Down the same streets once plied by the legendary Cuban bookie and brothel owner Alberto Yarini, and just a stone’s throw from the house where Cuba’s National Hero José Martí was born, a new art gallery with the potential to make its own history has emerged: the Galería Taller Gorría (Gorría Studio/ Gallery), at 214 San Isidro, in the heart of Old Havana. It’s a place meant to focus on the creation of contemporary art, in an environment that encourages experimentation and the search for new forms of expression.
GTG draws on the rich history of visual arts in Cuba and in particular, the San Isidro neighborhood itself, with a general emphasis on creation and creative genius both inside and outside Cuba. During the two years since the gallery opened, it has hosted exhibitions by famous artists such as Lázaro Saavedra, René Francisco, Rocío Hernández, Carlos Quintana, Eduardo Abela (junior), among others. Performing artists like Kelvis Ochoa, David Torrens and the group Nube Roja (Red Cloud) have also appeared, breaking with any preconceptions about an art gallery confined to a single genre.
At GTG, “there’s always an eye open…”
The gallery, created by one of Cuba’s best known actors, Jorge Perugorría, himself a recognized painter, is designed to “serve as a space where the Cuban and international artistic avant garde come together,” building momentum with each exhibition, concert or workshop, with the community playing a central role. The gallery keeps a watchful eye on all things creative and interesting, positioning itself at the forefront of Cuba related artistic events. A key example was the exhibition Al pan, pan, arquitectura, which had its opening during Havana’s first Design Biennial. “Our work is based on the frankness of space,” explains architect Orlando Inclán Castañeda, one of the main exhibitors. “GTG is a place where we’re thrilled to be able to put architecture on display, since it’s normally so difficult to find in a gallery setting. We’re not accustomed to design and architecture being part of a gallery exhibition, so we believe that when it appears in places like this, it fosters greater acceptance and acknowledgment of the product. This in turn creates an incentive for architectural and design culture to improve, and that’s our aspiration: that Havana realize its full potential as a city of the avant garde,” he added.
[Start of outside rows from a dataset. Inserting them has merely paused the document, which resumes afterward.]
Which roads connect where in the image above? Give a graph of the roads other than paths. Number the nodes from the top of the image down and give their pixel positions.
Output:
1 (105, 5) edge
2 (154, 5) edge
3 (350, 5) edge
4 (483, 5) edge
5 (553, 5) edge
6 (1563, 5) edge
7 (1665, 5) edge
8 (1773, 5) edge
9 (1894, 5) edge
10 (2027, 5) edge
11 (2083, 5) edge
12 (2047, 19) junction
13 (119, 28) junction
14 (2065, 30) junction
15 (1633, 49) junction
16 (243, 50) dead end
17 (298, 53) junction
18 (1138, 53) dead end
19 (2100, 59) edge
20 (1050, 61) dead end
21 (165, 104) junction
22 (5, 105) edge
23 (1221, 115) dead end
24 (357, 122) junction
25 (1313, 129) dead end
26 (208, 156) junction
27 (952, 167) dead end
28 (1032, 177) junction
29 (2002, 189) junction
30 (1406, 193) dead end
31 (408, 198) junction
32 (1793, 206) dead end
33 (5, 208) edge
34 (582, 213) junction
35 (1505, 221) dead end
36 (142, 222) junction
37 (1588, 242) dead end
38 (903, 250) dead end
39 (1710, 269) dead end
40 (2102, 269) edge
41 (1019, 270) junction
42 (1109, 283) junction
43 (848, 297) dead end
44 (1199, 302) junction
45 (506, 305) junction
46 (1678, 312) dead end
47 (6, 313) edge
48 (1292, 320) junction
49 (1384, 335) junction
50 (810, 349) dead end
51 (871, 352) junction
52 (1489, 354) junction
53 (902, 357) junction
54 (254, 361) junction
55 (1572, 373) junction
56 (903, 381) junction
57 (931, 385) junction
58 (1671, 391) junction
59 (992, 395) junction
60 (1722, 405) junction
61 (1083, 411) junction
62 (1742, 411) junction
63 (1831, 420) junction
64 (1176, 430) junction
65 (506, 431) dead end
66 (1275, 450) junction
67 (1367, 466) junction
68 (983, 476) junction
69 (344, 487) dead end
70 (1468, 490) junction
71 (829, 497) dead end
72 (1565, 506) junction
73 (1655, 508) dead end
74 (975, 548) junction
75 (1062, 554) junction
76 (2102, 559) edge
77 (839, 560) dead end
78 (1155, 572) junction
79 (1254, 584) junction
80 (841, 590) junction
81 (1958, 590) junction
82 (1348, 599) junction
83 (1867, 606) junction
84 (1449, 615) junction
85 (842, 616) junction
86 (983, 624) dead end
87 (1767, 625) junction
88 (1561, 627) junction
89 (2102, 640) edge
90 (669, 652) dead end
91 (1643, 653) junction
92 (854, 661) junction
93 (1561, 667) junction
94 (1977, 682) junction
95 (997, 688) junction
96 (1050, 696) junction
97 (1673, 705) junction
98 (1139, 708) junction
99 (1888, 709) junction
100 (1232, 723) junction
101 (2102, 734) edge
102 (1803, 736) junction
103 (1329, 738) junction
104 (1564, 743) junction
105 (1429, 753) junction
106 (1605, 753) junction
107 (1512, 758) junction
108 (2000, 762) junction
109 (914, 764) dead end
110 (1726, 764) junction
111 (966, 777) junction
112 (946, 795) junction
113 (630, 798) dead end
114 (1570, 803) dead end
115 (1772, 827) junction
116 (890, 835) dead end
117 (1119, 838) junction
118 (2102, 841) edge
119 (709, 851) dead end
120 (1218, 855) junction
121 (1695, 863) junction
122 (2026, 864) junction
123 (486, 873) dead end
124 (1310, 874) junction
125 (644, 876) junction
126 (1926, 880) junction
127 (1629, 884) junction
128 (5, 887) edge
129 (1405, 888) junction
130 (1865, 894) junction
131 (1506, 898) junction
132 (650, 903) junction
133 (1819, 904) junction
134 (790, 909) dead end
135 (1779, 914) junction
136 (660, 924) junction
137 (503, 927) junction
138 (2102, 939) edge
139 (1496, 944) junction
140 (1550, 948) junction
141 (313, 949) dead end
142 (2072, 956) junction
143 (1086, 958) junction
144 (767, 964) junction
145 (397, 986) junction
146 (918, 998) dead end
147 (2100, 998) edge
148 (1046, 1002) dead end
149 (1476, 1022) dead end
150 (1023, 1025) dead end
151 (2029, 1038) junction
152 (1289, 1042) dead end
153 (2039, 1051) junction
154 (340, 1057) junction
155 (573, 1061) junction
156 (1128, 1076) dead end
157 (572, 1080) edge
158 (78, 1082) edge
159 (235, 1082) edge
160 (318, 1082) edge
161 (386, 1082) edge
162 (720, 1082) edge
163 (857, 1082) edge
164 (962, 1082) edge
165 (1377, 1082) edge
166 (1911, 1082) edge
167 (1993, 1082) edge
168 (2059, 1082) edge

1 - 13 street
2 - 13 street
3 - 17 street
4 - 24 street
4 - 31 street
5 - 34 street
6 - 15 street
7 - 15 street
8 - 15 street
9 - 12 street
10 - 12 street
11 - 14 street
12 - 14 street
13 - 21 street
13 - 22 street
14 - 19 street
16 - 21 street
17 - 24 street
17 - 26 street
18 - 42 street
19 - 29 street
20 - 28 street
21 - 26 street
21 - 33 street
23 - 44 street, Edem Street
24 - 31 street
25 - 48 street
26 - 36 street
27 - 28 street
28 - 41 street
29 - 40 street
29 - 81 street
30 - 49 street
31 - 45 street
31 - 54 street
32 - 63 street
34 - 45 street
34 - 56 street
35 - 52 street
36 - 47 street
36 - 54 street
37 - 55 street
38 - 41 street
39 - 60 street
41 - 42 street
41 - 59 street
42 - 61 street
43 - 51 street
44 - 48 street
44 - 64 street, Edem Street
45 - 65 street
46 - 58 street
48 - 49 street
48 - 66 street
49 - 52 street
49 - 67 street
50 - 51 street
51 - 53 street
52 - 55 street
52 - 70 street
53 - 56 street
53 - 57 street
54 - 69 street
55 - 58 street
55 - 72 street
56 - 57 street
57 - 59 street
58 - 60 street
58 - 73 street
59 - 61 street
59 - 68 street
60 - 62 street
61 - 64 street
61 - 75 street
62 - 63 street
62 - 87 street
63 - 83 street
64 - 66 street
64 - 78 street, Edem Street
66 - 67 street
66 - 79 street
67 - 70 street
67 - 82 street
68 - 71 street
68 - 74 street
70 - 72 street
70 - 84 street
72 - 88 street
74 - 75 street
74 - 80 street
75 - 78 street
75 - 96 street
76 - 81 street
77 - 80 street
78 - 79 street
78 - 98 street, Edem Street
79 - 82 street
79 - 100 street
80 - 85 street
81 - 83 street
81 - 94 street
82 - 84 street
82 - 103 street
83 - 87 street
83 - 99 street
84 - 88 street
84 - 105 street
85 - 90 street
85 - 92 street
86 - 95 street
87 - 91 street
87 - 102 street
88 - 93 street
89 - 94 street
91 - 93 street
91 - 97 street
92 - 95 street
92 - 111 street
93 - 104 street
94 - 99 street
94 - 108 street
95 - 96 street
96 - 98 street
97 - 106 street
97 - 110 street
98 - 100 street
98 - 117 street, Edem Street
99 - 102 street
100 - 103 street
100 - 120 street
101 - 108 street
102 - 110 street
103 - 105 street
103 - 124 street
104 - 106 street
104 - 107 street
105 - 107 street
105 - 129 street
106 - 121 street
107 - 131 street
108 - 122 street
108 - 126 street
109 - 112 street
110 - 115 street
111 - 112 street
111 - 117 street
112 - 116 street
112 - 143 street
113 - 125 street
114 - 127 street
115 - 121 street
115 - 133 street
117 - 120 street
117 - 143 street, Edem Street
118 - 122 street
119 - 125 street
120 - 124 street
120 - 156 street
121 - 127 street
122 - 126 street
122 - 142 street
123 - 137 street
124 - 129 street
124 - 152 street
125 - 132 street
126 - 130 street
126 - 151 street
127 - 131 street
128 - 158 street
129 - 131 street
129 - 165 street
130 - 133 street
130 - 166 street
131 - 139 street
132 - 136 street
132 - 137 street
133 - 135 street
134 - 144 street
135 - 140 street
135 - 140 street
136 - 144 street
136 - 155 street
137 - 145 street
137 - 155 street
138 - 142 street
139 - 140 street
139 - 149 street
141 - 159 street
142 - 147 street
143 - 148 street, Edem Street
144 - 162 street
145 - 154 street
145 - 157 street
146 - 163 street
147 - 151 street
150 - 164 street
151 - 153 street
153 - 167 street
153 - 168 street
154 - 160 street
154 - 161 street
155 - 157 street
From Germany to Japan: 100% Cuban Art
The gallery has also imported work by visual artists from the Cuban diaspora. One of the most successful exhibitions to date was by Juan Miguel Pozo, whose Huracán sobre el azúcar (Hurricane over sugar) brought part of his significant body of work to Cuba. “GTG has been like an enormous landing strip in Cuba for me,” said Pozo. “It seems to me that it’s a space that could become a touchstone for the most cutting edge Cuban art, above all for its youthful, freewheeling spirit,” he continued. “Adán (Perugorría) and Jorge (Perugorría) have vision and intuition; nothing escapes them. I hope they receive the support they deserve.”
Workshops for a changing environment.
Nearly two dozen teenagers have arrived for the first GTG workshop on Architecture and Urbanity. “I’m interested in learning about things related to architecture, and I’ve been able to do that here,” says Claudia Cordero Quiñones. “I’ve had a great time, and even better, I’ve made new friends.”
The students began with stories from their neighborhood, San Isidro, but left knowing about the Egyptian pyramids and the Cordon Bleu in Paris, thanks to professors María del Carmen González, Suleidys Álvarez Albejales, Ariel Palli Miranda and Inclan himself, who coordinated the workshop. The cosmopolitan environment that imbues each opening at GTG has made the space a cultural success where music, visual art and critical analysis come together and art flourishes in all its complexity.